I see the world in light
I see the world in wonder
I see the world in life
Bursting in living colour
I see the world Your way
And I’m walking in the light
This month I had the enormous privilege of spending a full day being a tourist in downtown Chicago, Illinois. With my mouth agape, I spun in every direction, trying to take in all the sights and sounds of the magnificent city with its sleek modern buildings right alongside gothic towers and theatres from the 1920’s. Not only was the architecture spectacular, but the people were friendly and fascinating. On a street corner, a clarinet player belted out the blues. I watched chubby toddlers in puffy parkers eating cinnamon doughnuts, couples hand in hand on the ice rink, and even a cluster of Santas who were participating in a fun run; ‘The Santa Hustle’.
I took photos for a group of ladies, obviously out-of-towners on a girls’ weekend. I bumped into these same ladies hours later in a different part of the city and they screamed like we were life-long friends.
I watched a couple on their wedding day pose for photographs smack bang in the middle of Michigan Avenue. The white of her bridal gown and their tender, unhurried joy juxtaposed against the dirty grey of the concrete surrounds and the honking rush of traffic either side of the couple.

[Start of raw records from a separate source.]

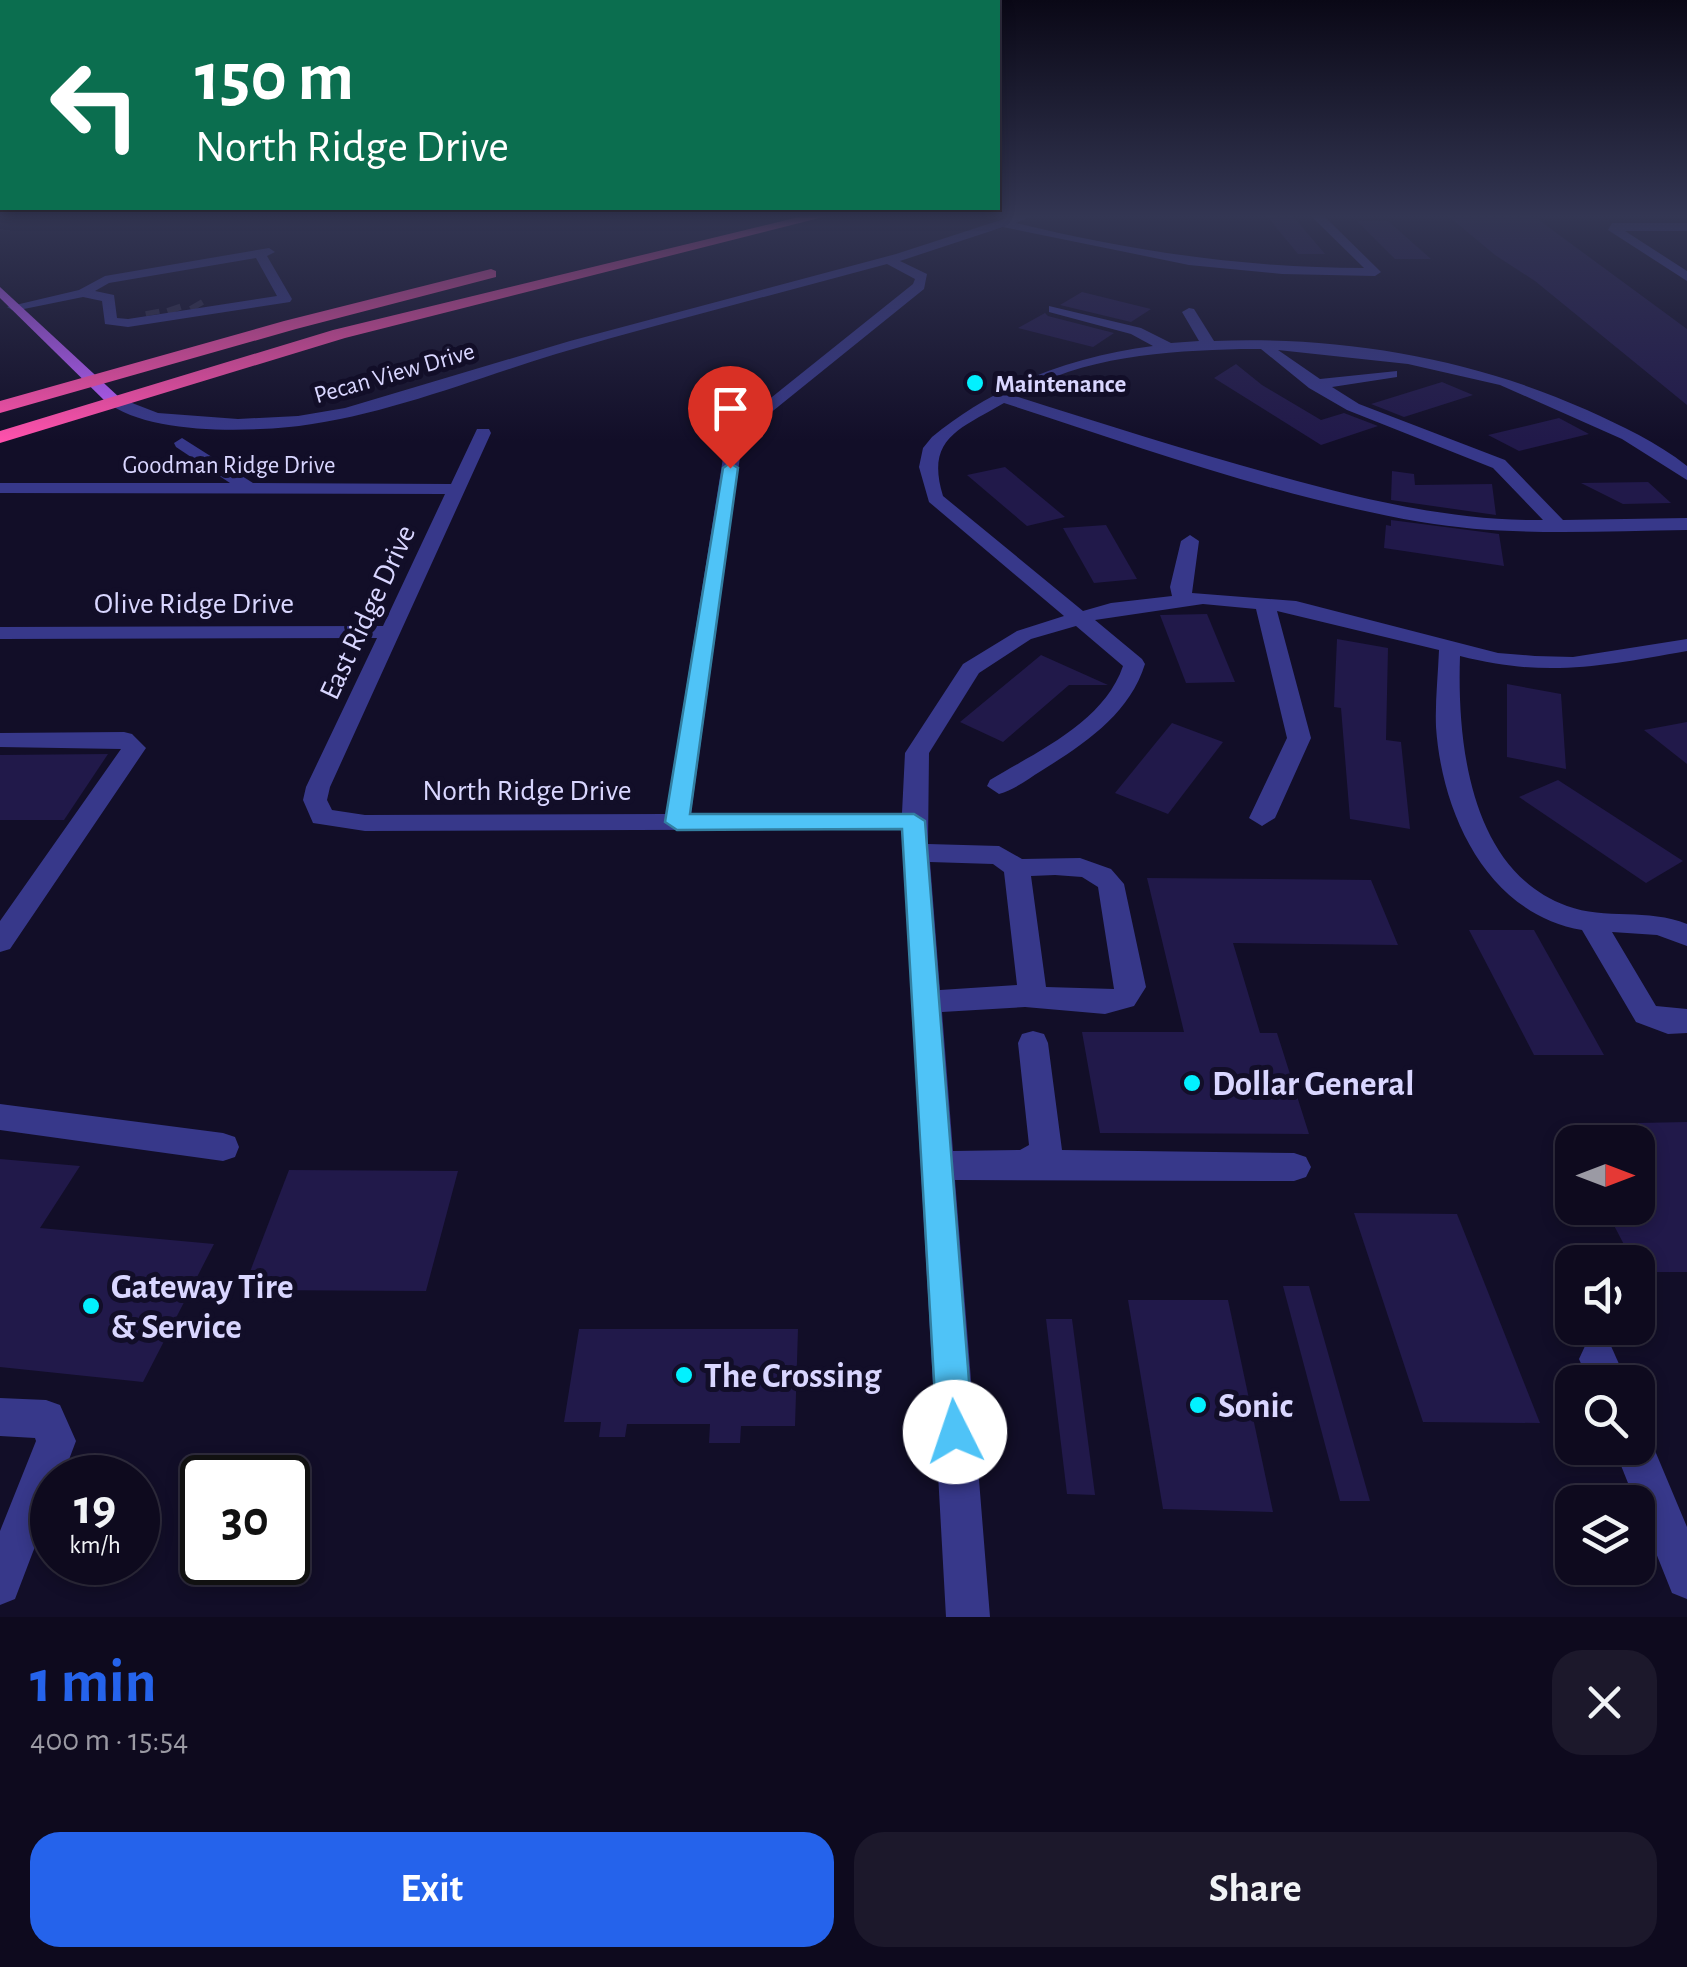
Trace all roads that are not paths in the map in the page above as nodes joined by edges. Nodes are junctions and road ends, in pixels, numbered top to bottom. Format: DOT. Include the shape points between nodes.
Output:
graph roads {
  1 [pos="87,290"];
  2 [pos="280,290"];
  3 [pos="424,290"];
  4 [pos="516,290"];
  5 [pos="775,290"];
  6 [pos="913,290"];
  7 [pos="0,291"];
  8 [pos="83,293"];
  9 [pos="9,307"];
  10 [pos="1054,310"];
  11 [pos="1189,312"];
  12 [pos="1210,345"];
  13 [pos="1265,345"];
  14 [pos="1169,348"];
  15 [pos="1392,374"];
  16 [pos="91,380"];
  17 [pos="1314,386"];
  18 [pos="1002,397"];
  19 [pos="114,400"];
  20 [pos="0,407"];
  21 [pos="483,434"];
  22 [pos="0,437"];
  23 [pos="182,443"];
  24 [pos="1687,474"];
  25 [pos="0,488"];
  26 [pos="250,488"];
  27 [pos="458,489"];
  28 [pos="1687,524"];
  29 [pos="1558,526"];
  30 [pos="1190,541"];
  31 [pos="1184,600"];
  32 [pos="1265,604"];
  33 [pos="1080,616"];
  34 [pos="389,632"];
  35 [pos="0,633"];
  36 [pos="1687,644"];
  37 [pos="1450,646"];
  38 [pos="0,740"];
  39 [pos="1000,786"];
  40 [pos="322,817"];
  41 [pos="1262,818"];
  42 [pos="677,822"];
  43 [pos="914,837"];
  44 [pos="1017,868"];
  45 [pos="1591,921"];
  46 [pos="1687,936"];
  47 [pos="0,942"];
  48 [pos="1025,996"];
  49 [pos="926,1002"];
  50 [pos="1687,1021"];
  51 [pos="1033,1043"];
  52 [pos="0,1117"];
  53 [pos="223,1147"];
  54 [pos="1024,1164"];
  55 [pos="937,1166"];
  56 [pos="1294,1167"];
  57 [pos="0,1418"];
  58 [pos="1641,1465"];
  59 [pos="1687,1578"];
  60 [pos="0,1584"];
  61 [pos="968,1617"];
  1 -- 8 [label="street"];
  2 -- 8 [label="street" via="285,299 110,321 109,298"];
  3 -- 16 [label="highway"];
  4 -- 19 [label="highway"];
  5 -- 19 [label="street, Pecan View Drive" via="298,421 155,418"];
  6 -- 42 [label="street" via="735,432"];
  7 -- 9 [label="main road"];
  8 -- 9 [label="street"];
  9 -- 16 [label="main road"];
  10 -- 14 [label="street"];
  11 -- 12 [label="street"];
  12 -- 13 [label="street"];
  12 -- 14 [label="street"];
  13 -- 17 [label="street"];
  13 -- 24 [label="street" via="1434,364 1518,385 1626,435"];
  14 -- 18 [label="street" via="1098,361"];
  15 -- 17 [label="street"];
  16 -- 19 [label="main road"];
  16 -- 20 [label="highway"];
  17 -- 29 [label="street" via="1353,408 1500,464"];
  18 -- 29 [label="street" via="1368,506 1424,517"];
  18 -- 33 [label="street" via="932,443 924,469 935,498"];
  19 -- 22 [label="highway"];
  21 -- 27 [label="street, East Ridge Drive"];
  23 -- 26 [label="street"];
  25 -- 26 [label="street, Goodman Ridge Drive"];
  26 -- 27 [label="street, Goodman Ridge Drive"];
  27 -- 34 [label="street, East Ridge Drive"];
  28 -- 29 [label="street"];
  30 -- 31 [label="street" via="1180,587"];
  31 -- 32 [label="street"];
  31 -- 33 [label="street"];
  32 -- 37 [label="street"];
  32 -- 41 [label="street" via="1299,738"];
  33 -- 39 [label="street" via="1134,664 1132,682 1104,716"];
  33 -- 43 [label="street" via="1024,636 971,669 917,753"];
  34 -- 35 [label="street, Olive Ridge Drive"];
  34 -- 40 [label="street, East Ridge Drive" via="318,786"];
  36 -- 37 [label="street" via="1573,664 1498,659"];
  37 -- 45 [label="street" via="1449,735 1465,804 1495,865 1518,893 1559,915"];
  38 -- 47 [label="street" via="124,739 134,748"];
  40 -- 42 [label="street, North Ridge Drive" via="365,823"];
  42 -- 43 [label="street, North Ridge Drive"];
  43 -- 44 [label="street, North Ridge Drive" via="999,855"];
  43 -- 49 [label="street"];
  44 -- 48 [label="street" via="1033,984"];
  44 -- 48 [label="street, North Ridge Drive" via="1100,871 1111,884 1131,987 1124,998 1104,1003"];
  45 -- 46 [label="street" via="1666,924"];
  45 -- 50 [label="street" via="1646,1014"];
  48 -- 49 [label="street"];
  49 -- 55 [label="street"];
  51 -- 54 [label="street" via="1046,1152"];
  52 -- 53 [label="street"];
  54 -- 55 [label="street"];
  54 -- 56 [label="street"];
  55 -- 61 [label="street"];
  57 -- 60 [label="street" via="46,1419 56,1441"];
  58 -- 59 [label="street"];
}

The city was adorned with twinkling Christmas splendour, and although it was chilly, the sky was a beautiful shade of blue.
In short, it was a magical day.
I lay in bed that night recalling all the things I’d seen.
I thought about how I had felt all day; like a little child; big-eyed, full of awe and wonder.
A team of psychologists at the University of California have been studying this magical feeling of awe and wonder, and have discovered that people who experience awe manifest some very interesting behaviours. I think it’s obvious that experiencing awe boosts our mood, but their studies have shown that awe also mysteriously compels us to share, cooperate with, and sacrifice for other human beings. Other positive emotions like pride or amusement don’t produce this outcome.
We usually associate good deeds with self-discipline, but their research shows that when a person experiences awe, it literally compels them toward altruistic behaviour.
Have you ever stood under a huge starry sky and felt a sense of wonder at the world and all its ‘bigness’?
The studies showed that the effect of awe was that people felt smaller, less self-important, and behaved in more pro-social ways. Being awestruck by nature and having a sense of wonder diminishes one’s sense of self in a way that shifts the focus away from our own ego-driven individual needs and toward something much bigger than ourselves.
Experiencing awe and wonder makes us less selfish, it compels us to act with kindness toward others, shifting our focus away from us as the centre of our worlds, and toward a greater awareness of others.
Even more good news; you don’t have to travel across the world to be moved to awe and wonder. One can simply make the choice to look at the world with fresh eyes.
Study a flower, gaze at a sleeping baby, take a walk on the beach.
The world out there was created with your healing in mind.
Let’s seek out the wonder, my friend.